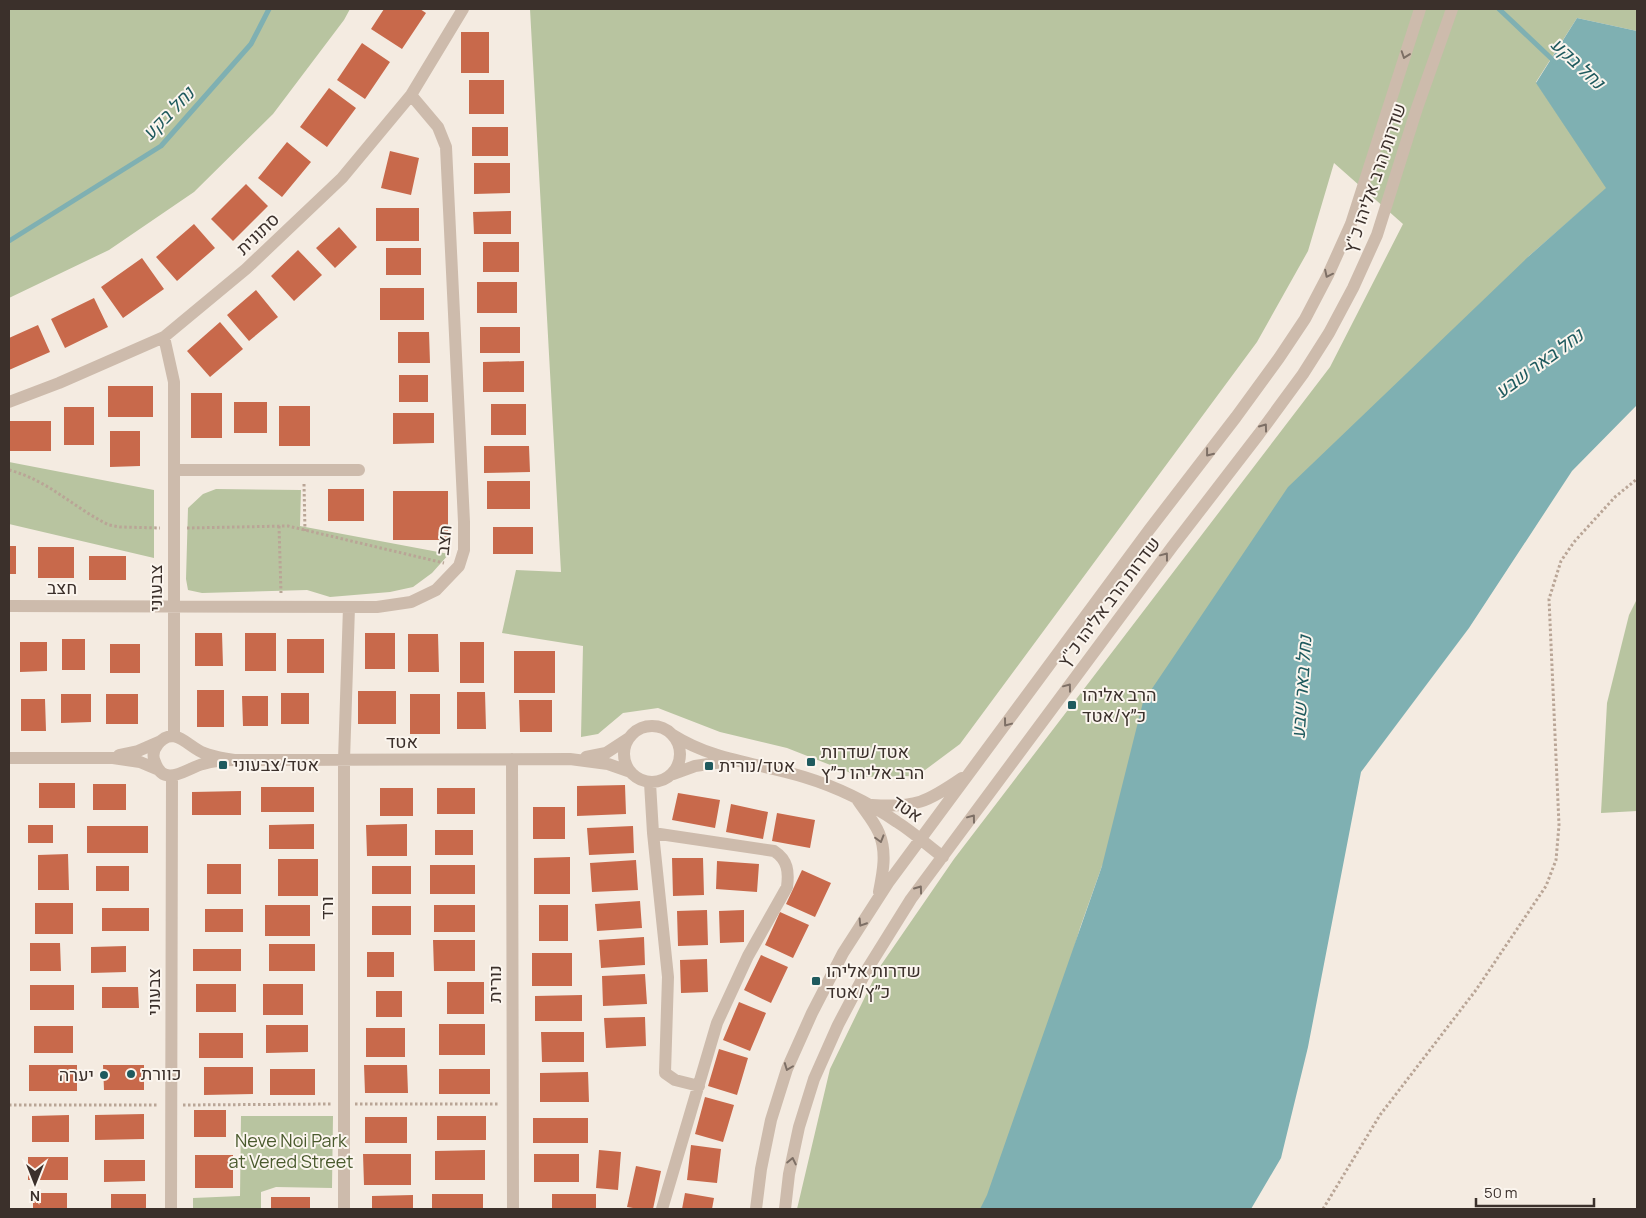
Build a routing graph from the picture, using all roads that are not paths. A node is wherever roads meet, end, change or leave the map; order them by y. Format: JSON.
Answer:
{"nodes":[{"id":1,"x":463,"y":9,"type":"edge"},
{"id":2,"x":1420,"y":9,"type":"edge"},
{"id":3,"x":1451,"y":11,"type":"edge"},
{"id":4,"x":411,"y":95,"type":"junction"},
{"id":5,"x":164,"y":337,"type":"junction"},
{"id":6,"x":9,"y":402,"type":"edge"},
{"id":7,"x":174,"y":470,"type":"junction"},
{"id":8,"x":359,"y":470,"type":"dead end"},
{"id":9,"x":9,"y":606,"type":"edge"},
{"id":10,"x":174,"y":606,"type":"junction"},
{"id":11,"x":349,"y":607,"type":"junction"},
{"id":12,"x":673,"y":735,"type":"junction"},
{"id":13,"x":174,"y":736,"type":"junction"},
{"id":14,"x":629,"y":738,"type":"junction"},
{"id":15,"x":161,"y":741,"type":"junction"},
{"id":16,"x":189,"y":744,"type":"junction"},
{"id":17,"x":9,"y":758,"type":"edge"},
{"id":18,"x":105,"y":758,"type":"junction"},
{"id":19,"x":512,"y":759,"type":"junction"},
{"id":20,"x":570,"y":759,"type":"junction"},
{"id":21,"x":234,"y":760,"type":"junction"},
{"id":22,"x":344,"y":760,"type":"junction"},
{"id":23,"x":734,"y":761,"type":"junction"},
{"id":24,"x":159,"y":770,"type":"junction"},
{"id":25,"x":628,"y":771,"type":"junction"},
{"id":26,"x":185,"y":772,"type":"junction"},
{"id":27,"x":970,"y":772,"type":"junction"},
{"id":28,"x":673,"y":774,"type":"junction"},
{"id":29,"x":172,"y":776,"type":"junction"},
{"id":30,"x":650,"y":783,"type":"junction"},
{"id":31,"x":856,"y":797,"type":"junction"},
{"id":32,"x":869,"y":805,"type":"junction"},
{"id":33,"x":653,"y":833,"type":"junction"},
{"id":34,"x":920,"y":840,"type":"junction"},
{"id":35,"x":943,"y":857,"type":"junction"},
{"id":36,"x":877,"y":900,"type":"junction"},
{"id":37,"x":699,"y":1086,"type":"junction"},
{"id":38,"x":171,"y":1209,"type":"edge"},
{"id":39,"x":344,"y":1209,"type":"edge"},
{"id":40,"x":512,"y":1209,"type":"edge"},
{"id":41,"x":662,"y":1209,"type":"edge"},
{"id":42,"x":756,"y":1209,"type":"edge"},
{"id":43,"x":784,"y":1209,"type":"edge"}],
"edges":[{"from":1,"to":4,"type":"street","name":"סתונית"},
{"from":2,"to":27,"type":"street","name":"שדרות הרב אליהו כ\"ץ","one_way":true},
{"from":35,"to":3,"type":"street","name":"שדרות הרב אליהו כ\"ץ","one_way":true},
{"from":4,"to":5,"type":"street","name":"סתונית"},
{"from":4,"to":11,"type":"street","name":"חצב"},
{"from":5,"to":6,"type":"street","name":"סתונית"},
{"from":5,"to":7,"type":"street","name":"צבעוני"},
{"from":7,"to":8,"type":"street"},
{"from":7,"to":10,"type":"street","name":"צבעוני"},
{"from":9,"to":10,"type":"street","name":"חצב"},
{"from":10,"to":11,"type":"street","name":"חצב"},
{"from":10,"to":13,"type":"street","name":"צבעוני"},
{"from":11,"to":22,"type":"street","name":"ורד"},
{"from":12,"to":14,"type":"street"},
{"from":12,"to":23,"type":"street","name":"אטד"},
{"from":12,"to":28,"type":"street"},
{"from":13,"to":15,"type":"street"},
{"from":13,"to":16,"type":"street"},
{"from":14,"to":20,"type":"street","name":"אטד"},
{"from":14,"to":25,"type":"street"},
{"from":15,"to":18,"type":"street"},
{"from":15,"to":24,"type":"street"},
{"from":16,"to":21,"type":"street","name":"אטד"},
{"from":16,"to":26,"type":"street"},
{"from":17,"to":18,"type":"street"},
{"from":18,"to":24,"type":"street"},
{"from":19,"to":20,"type":"street","name":"אטד"},
{"from":19,"to":22,"type":"street","name":"אטד"},
{"from":19,"to":40,"type":"street","name":"נורית"},
{"from":20,"to":25,"type":"street","name":"אטד"},
{"from":21,"to":22,"type":"street","name":"אטד"},
{"from":21,"to":26,"type":"street","name":"אטד"},
{"from":22,"to":39,"type":"street","name":"ורד"},
{"from":23,"to":28,"type":"street","name":"אטד"},
{"from":23,"to":31,"type":"street","name":"אטד"},
{"from":24,"to":29,"type":"street"},
{"from":25,"to":30,"type":"street"},
{"from":26,"to":29,"type":"street"},
{"from":27,"to":32,"type":"street"},
{"from":27,"to":34,"type":"street","name":"שדרות הרב אליהו כ\"ץ"},
{"from":28,"to":30,"type":"street"},
{"from":29,"to":38,"type":"street","name":"צבעוני"},
{"from":30,"to":33,"type":"street"},
{"from":31,"to":32,"type":"street","name":"אטד"},
{"from":31,"to":36,"type":"street","one_way":true},
{"from":32,"to":34,"type":"street","name":"אטד"},
{"from":33,"to":37,"type":"street"},
{"from":33,"to":37,"type":"street"},
{"from":34,"to":35,"type":"street","name":"אטד"},
{"from":34,"to":36,"type":"street","name":"שדרות הרב אליהו כ\"ץ"},
{"from":43,"to":35,"type":"street","name":"שדרות הרב אליהו כ\"ץ","one_way":true},
{"from":36,"to":42,"type":"street","name":"שדרות הרב אליהו כ\"ץ","one_way":true},
{"from":37,"to":41,"type":"street"}]}
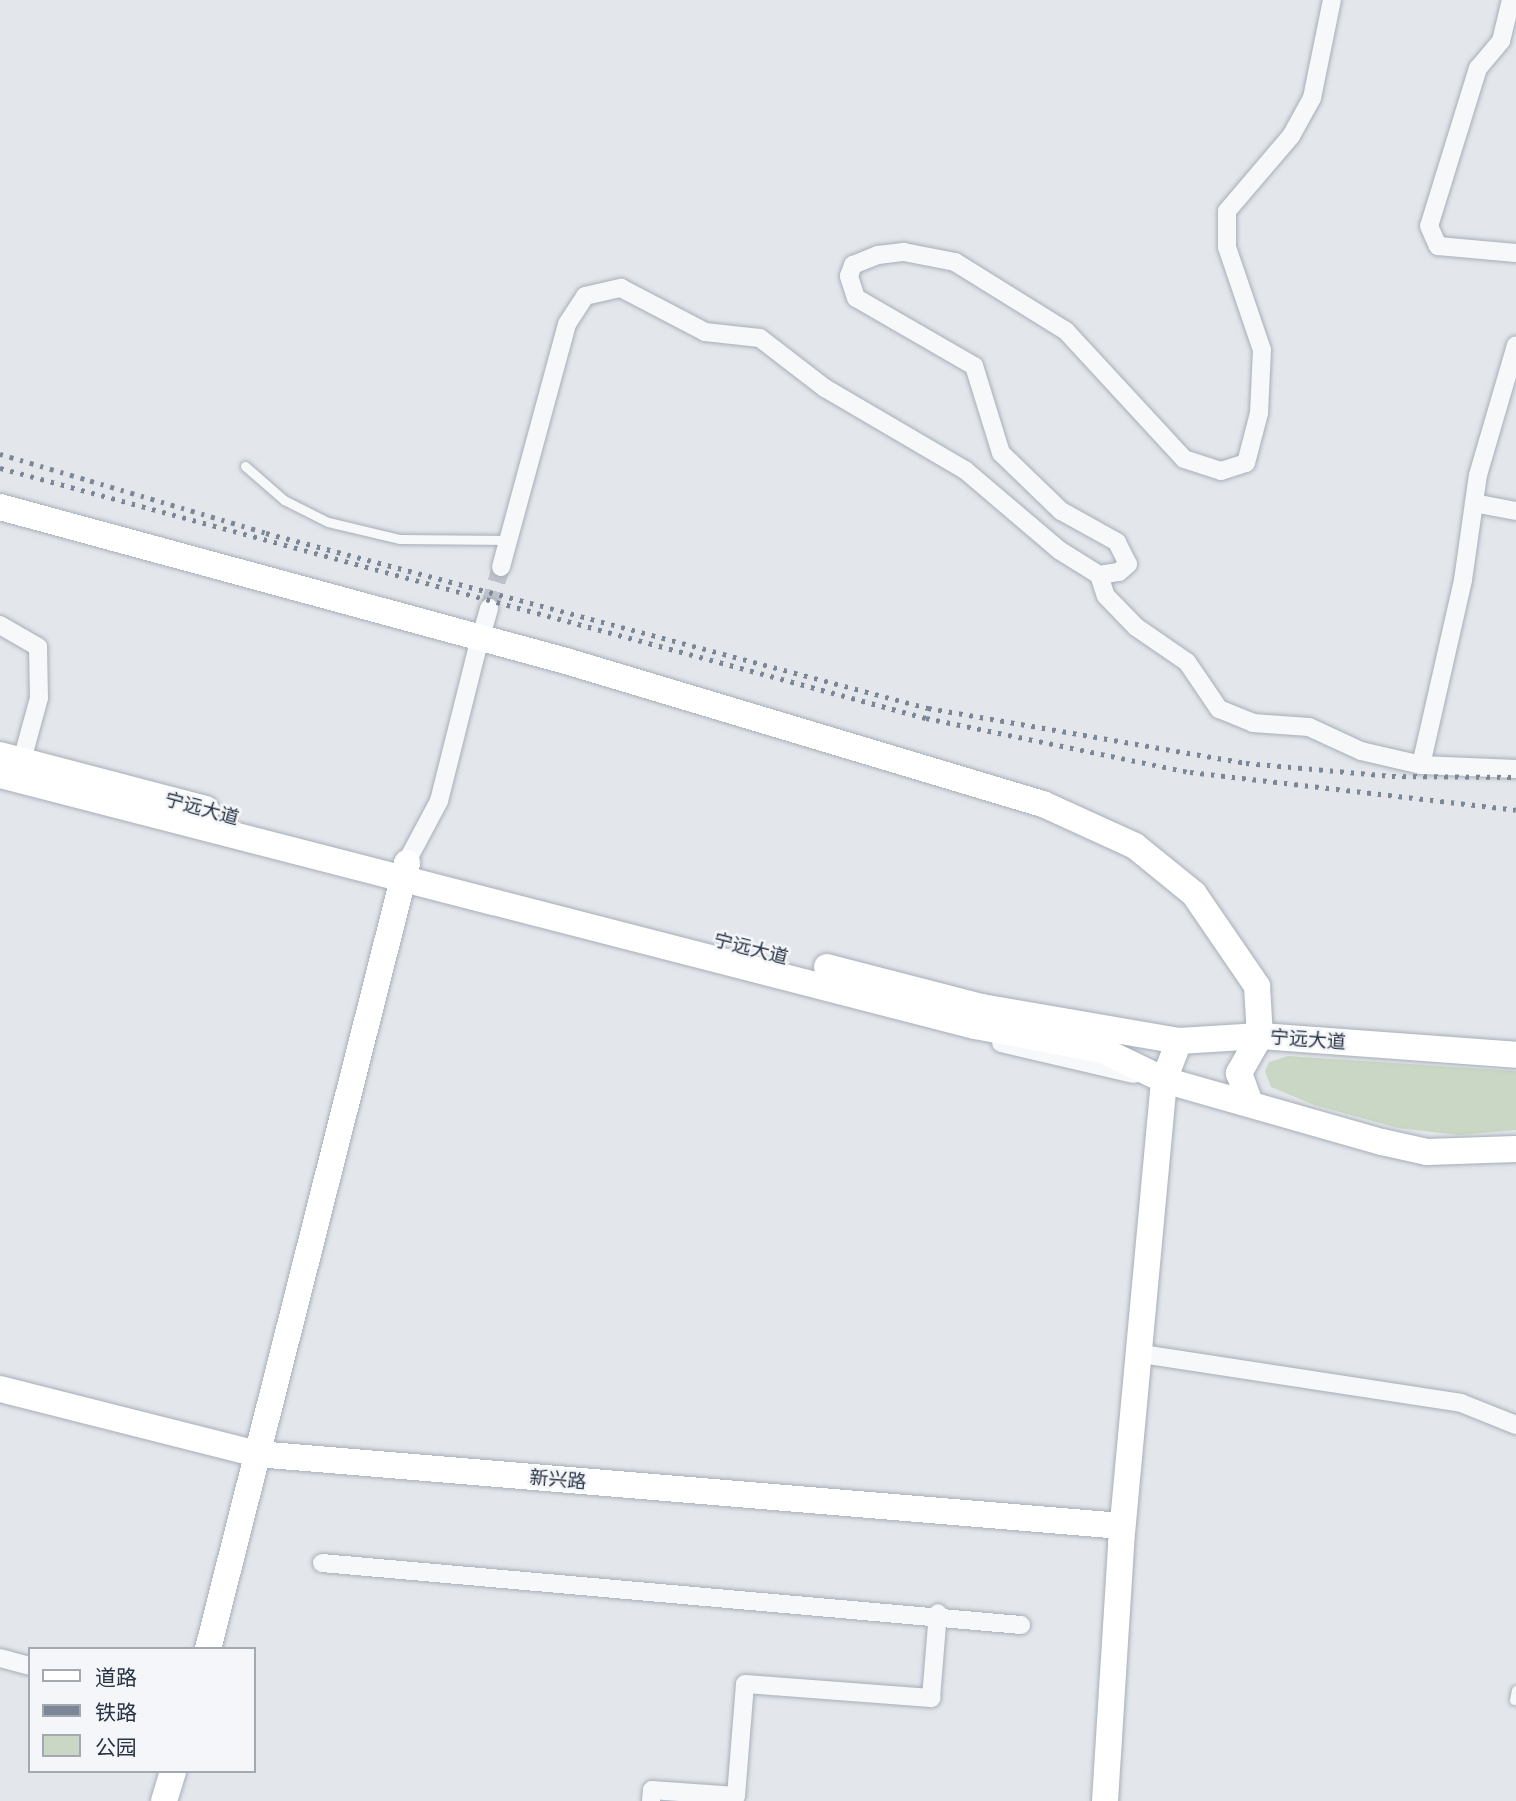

__WORK TO COMPLETE__
Copy out every line of the data that includes "צבעוני".

__RESULT OF THIS TASK__
{"from":5,"to":7,"type":"street","name":"צבעוני"},
{"from":7,"to":10,"type":"street","name":"צבעוני"},
{"from":10,"to":13,"type":"street","name":"צבעוני"},
{"from":29,"to":38,"type":"street","name":"צבעוני"},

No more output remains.